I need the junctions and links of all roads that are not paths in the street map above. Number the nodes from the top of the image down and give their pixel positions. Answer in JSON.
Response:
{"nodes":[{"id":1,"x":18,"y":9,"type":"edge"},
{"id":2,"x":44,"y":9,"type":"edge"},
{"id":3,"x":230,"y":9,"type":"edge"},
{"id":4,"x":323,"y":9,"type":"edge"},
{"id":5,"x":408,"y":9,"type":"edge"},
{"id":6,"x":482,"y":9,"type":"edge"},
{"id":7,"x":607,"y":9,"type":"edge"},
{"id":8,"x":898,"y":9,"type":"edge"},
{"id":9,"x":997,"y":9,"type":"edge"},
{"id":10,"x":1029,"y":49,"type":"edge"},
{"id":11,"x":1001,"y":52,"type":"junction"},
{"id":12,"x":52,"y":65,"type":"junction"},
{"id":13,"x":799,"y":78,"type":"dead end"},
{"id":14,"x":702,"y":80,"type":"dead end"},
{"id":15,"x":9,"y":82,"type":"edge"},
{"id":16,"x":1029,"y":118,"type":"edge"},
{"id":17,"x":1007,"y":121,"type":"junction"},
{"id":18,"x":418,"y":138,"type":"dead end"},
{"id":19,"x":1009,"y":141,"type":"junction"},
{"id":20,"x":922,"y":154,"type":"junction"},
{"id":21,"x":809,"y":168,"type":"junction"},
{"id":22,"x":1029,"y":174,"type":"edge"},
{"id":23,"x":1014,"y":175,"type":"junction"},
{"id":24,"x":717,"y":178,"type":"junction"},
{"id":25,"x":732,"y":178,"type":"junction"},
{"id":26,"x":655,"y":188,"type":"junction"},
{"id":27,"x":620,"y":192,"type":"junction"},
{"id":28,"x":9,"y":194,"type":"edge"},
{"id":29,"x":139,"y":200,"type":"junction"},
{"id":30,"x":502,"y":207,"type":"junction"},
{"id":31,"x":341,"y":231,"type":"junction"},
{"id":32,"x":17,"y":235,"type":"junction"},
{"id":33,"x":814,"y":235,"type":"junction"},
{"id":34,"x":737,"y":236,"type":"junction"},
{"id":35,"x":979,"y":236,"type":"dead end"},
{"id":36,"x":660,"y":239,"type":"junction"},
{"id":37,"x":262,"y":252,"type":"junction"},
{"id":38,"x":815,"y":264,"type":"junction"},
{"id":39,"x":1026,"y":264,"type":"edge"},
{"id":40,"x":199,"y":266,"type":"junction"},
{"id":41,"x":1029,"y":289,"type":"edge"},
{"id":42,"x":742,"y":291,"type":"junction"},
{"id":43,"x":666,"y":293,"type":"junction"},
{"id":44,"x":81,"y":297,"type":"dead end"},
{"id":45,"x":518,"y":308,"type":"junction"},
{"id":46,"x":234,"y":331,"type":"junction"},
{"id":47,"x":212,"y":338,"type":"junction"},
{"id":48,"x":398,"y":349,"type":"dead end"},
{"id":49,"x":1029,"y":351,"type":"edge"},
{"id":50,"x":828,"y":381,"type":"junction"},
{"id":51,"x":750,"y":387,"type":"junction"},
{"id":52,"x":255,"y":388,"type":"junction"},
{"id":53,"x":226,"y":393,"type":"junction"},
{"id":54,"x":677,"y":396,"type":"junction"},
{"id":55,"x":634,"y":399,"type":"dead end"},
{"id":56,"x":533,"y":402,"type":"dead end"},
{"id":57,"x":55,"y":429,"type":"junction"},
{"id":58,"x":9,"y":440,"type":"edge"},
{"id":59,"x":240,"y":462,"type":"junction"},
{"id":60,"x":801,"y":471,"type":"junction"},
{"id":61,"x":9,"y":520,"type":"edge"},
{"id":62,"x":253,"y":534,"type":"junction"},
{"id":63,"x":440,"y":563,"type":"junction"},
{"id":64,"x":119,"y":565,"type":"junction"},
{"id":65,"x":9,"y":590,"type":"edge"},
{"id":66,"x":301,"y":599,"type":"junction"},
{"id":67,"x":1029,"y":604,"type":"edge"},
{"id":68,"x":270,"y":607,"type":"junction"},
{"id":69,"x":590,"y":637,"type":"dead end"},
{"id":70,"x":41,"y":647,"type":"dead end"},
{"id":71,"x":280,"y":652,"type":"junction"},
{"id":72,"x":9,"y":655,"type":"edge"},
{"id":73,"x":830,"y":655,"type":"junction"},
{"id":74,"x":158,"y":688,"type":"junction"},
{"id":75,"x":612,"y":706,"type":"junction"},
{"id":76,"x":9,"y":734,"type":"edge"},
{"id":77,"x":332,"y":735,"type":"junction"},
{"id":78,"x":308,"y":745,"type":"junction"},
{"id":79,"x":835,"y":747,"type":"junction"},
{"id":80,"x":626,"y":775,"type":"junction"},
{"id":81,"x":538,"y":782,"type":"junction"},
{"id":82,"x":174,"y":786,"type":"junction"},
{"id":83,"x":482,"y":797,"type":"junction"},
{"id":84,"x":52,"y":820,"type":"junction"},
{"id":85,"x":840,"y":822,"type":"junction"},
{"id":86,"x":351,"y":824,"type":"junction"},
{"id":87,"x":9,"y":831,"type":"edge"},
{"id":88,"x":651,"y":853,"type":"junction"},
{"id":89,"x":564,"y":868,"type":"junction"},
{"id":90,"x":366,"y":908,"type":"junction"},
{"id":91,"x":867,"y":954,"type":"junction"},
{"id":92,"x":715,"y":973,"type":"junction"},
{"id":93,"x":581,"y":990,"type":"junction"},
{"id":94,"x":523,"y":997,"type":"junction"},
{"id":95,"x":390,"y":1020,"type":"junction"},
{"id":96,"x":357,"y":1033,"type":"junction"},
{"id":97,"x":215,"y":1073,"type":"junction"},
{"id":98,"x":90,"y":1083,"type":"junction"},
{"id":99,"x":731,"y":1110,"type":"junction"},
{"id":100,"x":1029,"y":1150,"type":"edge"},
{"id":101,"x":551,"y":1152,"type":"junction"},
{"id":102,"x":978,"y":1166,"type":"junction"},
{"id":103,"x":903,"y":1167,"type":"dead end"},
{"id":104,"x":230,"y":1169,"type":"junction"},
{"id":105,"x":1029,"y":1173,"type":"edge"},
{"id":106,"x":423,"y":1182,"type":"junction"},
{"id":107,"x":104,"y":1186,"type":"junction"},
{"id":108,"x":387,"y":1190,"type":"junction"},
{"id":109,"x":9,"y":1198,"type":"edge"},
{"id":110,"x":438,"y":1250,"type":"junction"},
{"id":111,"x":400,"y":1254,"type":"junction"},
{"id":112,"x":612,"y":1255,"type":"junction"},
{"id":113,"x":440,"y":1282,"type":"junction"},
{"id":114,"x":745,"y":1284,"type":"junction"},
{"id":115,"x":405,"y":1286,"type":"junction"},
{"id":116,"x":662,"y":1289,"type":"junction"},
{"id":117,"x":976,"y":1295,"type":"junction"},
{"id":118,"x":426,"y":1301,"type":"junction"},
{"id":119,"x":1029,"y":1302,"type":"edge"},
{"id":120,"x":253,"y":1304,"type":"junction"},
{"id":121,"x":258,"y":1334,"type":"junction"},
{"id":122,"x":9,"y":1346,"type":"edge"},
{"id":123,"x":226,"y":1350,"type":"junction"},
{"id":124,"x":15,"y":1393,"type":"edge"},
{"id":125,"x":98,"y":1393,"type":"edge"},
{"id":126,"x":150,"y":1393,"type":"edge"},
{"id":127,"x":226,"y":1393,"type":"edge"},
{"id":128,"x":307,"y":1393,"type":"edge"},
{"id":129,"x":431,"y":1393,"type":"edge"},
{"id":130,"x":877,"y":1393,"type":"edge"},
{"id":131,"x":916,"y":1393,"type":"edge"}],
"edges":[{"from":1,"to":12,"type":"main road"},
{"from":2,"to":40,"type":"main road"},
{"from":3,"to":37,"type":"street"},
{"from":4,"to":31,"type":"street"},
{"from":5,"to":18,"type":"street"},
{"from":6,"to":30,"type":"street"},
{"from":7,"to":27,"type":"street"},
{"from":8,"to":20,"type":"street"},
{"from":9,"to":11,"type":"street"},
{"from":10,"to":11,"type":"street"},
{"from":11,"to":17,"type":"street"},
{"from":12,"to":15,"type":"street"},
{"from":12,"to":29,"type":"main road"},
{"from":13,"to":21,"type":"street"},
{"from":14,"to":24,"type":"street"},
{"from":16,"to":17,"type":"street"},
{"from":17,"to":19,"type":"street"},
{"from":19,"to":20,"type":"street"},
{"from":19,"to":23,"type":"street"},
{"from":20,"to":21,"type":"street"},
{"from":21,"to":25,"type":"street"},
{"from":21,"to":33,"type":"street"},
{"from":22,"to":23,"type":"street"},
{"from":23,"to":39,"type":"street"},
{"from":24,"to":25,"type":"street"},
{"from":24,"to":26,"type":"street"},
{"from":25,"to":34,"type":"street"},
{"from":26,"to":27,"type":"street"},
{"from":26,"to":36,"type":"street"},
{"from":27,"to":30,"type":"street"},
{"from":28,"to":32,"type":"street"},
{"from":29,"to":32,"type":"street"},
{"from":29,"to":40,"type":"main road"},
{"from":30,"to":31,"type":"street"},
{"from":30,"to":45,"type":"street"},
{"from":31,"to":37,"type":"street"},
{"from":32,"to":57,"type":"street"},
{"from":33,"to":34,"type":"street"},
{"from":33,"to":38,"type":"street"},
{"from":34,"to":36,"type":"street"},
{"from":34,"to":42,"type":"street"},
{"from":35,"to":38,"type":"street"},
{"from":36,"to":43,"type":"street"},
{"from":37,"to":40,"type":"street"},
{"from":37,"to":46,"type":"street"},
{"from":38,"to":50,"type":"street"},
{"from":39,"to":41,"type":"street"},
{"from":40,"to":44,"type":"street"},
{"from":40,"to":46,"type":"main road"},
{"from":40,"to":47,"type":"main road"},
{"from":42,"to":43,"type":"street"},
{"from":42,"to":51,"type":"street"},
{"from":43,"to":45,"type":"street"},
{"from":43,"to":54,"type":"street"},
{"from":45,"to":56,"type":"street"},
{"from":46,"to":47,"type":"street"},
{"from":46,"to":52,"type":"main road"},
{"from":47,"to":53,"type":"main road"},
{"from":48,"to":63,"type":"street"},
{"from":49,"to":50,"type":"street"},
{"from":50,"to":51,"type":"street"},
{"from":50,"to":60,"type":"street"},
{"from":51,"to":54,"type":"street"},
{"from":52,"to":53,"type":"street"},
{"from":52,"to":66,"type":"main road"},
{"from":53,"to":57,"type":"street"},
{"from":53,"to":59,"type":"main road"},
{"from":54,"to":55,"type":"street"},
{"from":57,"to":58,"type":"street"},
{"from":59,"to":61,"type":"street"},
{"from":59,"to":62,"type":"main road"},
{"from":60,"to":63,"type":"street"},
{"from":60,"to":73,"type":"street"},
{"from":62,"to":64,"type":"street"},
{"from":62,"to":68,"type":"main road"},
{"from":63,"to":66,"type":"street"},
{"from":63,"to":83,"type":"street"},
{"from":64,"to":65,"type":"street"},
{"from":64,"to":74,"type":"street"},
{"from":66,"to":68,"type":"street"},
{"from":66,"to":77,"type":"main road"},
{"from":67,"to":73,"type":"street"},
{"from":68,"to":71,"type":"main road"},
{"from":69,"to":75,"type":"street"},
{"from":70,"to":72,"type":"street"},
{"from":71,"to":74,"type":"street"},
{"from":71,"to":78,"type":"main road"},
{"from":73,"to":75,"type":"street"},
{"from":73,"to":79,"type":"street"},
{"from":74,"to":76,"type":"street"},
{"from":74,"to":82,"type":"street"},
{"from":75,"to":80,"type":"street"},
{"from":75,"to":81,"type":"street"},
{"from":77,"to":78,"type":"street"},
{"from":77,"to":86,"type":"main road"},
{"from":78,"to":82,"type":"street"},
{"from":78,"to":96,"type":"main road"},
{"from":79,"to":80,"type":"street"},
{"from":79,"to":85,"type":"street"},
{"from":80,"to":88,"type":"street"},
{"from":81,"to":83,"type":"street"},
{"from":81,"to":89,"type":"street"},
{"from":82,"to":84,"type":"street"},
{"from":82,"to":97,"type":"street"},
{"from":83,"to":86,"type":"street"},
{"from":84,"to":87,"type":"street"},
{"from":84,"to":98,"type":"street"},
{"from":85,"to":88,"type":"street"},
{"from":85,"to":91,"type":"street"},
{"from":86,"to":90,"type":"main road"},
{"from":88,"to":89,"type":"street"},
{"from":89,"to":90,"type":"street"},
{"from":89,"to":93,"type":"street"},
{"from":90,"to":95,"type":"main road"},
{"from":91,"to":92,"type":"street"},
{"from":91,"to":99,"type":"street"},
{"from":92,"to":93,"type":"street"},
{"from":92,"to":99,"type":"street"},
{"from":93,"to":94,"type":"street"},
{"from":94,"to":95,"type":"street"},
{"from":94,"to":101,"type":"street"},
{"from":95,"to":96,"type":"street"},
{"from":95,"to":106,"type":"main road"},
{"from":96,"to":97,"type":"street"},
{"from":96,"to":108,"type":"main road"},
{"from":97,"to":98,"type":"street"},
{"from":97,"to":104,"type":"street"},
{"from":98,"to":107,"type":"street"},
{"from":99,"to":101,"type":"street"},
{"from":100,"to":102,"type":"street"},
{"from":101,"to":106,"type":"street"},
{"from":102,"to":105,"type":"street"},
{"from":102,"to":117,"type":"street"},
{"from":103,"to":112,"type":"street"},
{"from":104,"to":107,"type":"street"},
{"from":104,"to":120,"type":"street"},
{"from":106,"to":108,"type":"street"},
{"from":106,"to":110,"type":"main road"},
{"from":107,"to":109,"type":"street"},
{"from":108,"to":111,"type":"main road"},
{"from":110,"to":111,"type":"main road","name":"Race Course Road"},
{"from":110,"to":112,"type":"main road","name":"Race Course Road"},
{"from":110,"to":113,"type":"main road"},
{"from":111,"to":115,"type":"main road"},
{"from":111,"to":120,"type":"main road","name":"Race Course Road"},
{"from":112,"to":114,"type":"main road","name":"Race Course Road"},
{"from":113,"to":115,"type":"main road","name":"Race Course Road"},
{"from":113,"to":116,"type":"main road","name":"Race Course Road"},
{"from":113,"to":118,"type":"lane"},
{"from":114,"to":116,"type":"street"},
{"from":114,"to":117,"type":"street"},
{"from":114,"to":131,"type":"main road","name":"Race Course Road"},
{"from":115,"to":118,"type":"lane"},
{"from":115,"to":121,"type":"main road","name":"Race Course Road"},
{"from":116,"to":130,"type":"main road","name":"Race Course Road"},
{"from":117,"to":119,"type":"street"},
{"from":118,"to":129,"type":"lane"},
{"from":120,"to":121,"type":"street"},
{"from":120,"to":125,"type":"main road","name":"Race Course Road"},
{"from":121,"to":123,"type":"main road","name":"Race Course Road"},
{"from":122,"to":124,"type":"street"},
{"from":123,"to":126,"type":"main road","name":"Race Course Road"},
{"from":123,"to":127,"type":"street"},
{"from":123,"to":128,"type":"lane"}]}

^^^^^^^^

# [Assignment]
Where a line above contains the word "lane", show that line.

# [Written answer]
{"from":113,"to":118,"type":"lane"},
{"from":115,"to":118,"type":"lane"},
{"from":118,"to":129,"type":"lane"},
{"from":123,"to":128,"type":"lane"}]}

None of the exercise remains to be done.